Unicode Coverage Tracker / Unicode Count Table (UCT)

Overview

The Unicode Coverage Tracker (UCT) is a proposed core engine feature designed to monitor and report the extent of Unicode character coverage within a given text processing context. By tracking which Unicode characters are supported and which are missing, UCT aims to improve internationalization support, font fallback strategies, and overall text rendering quality.

This document serves as a working group draft to outline the motivation, design, usage, and future directions for the UCT feature.

Motivation

Modern applications require robust support for the full range of Unicode characters to deliver seamless multilingual experiences. However, many engines and rendering pipelines lack comprehensive mechanisms to track which Unicode characters are actually supported or rendered correctly.

The UCT feature addresses this gap by providing a systematic way to:

Identify unsupported or partially supported Unicode characters.
Inform fallback mechanisms to select appropriate fonts or rendering strategies.
Collect coverage data to guide font development and engine improvements.

Design

The Unicode Coverage Tracker integrates into the core engine's text processing pipeline. Its key components include:

Character Coverage Database: Maintains a record of Unicode characters and their support status.
Tracking Mechanism: Monitors text input and updates coverage data in real-time.
Reporting Interface: Provides APIs for querying coverage statistics and unsupported characters.
Integration Hooks: Allows other engine components, such as font selection and shaping modules, to leverage coverage information.

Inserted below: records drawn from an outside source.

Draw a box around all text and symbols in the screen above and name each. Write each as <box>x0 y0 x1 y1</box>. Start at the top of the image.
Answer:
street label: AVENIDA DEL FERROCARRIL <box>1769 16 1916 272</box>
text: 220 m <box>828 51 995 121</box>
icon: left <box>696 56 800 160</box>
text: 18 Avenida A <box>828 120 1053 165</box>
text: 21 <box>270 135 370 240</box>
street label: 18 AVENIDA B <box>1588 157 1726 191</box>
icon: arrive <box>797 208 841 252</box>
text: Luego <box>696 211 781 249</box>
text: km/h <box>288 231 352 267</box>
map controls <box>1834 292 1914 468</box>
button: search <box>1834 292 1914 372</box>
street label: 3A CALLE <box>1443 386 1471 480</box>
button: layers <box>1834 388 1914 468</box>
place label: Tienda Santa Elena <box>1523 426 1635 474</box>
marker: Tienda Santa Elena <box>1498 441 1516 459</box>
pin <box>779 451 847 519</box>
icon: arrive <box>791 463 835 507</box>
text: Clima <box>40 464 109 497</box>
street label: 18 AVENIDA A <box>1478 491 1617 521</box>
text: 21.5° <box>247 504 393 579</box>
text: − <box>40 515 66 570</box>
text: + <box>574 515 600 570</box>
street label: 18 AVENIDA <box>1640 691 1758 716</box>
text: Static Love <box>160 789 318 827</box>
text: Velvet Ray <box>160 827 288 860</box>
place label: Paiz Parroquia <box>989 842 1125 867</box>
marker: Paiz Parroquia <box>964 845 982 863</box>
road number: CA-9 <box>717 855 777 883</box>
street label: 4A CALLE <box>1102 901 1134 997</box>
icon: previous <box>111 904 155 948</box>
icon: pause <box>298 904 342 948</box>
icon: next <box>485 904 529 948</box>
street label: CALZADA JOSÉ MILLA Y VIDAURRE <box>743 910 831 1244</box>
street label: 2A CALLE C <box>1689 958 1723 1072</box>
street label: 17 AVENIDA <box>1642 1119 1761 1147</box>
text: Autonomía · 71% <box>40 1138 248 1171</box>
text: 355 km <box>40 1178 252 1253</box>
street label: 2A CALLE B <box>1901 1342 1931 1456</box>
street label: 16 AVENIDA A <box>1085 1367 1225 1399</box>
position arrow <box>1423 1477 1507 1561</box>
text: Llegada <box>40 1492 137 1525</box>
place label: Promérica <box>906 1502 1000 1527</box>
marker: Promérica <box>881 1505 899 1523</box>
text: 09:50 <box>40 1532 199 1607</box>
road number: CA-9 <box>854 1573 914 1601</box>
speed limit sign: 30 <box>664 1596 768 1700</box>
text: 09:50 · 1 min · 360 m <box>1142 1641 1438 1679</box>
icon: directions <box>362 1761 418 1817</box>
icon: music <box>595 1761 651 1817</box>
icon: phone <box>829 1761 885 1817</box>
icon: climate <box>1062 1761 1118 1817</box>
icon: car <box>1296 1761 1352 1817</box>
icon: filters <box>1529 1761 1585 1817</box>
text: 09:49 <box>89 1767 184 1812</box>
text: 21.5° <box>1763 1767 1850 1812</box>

The design emphasizes extensibility and efficiency, ensuring minimal performance impact while enabling detailed coverage insights.

Implementation Notes: Data Layout & Cross-Boundary Design

The Unicode Coverage Tracker's data should be designed with memory layout and cross-boundary efficiency in mind, particularly between JavaScript (JS) and WebAssembly (WASM) components. To achieve this, stable and contiguous data structures such as typed arrays (Uint32Array, BigUint64Array) in JS and bitsets in Rust are employed.

These structures allow zero-copy sharing of coverage data across the JS↔WASM boundary, minimizing overhead and reducing the cost of synchronization. By representing coverage information as bitsets, each bit corresponds to a Unicode character's coverage state, enabling compact and efficient storage.

A minimal illustrative example:

JavaScript:

// Create a bitset to track coverage for 128 Unicode characters
const coverageBuffer = new ArrayBuffer(16); // 16 bytes = 128 bits
const coverageBits = new BigUint64Array(coverageBuffer);

// Mark character at position 65 as covered
coverageBits[1] |= 1n << BigInt(65 - 64);

Rust:

use bitvec::prelude::*;

// Create a bitset with capacity for 128 Unicode characters
let mut coverage_bits = bitvec![0; 128];

// Mark character at position 65 as covered
coverage_bits.set(65, true);

This approach ensures that coverage data can be efficiently shared and updated across language boundaries without unnecessary copying or transformation.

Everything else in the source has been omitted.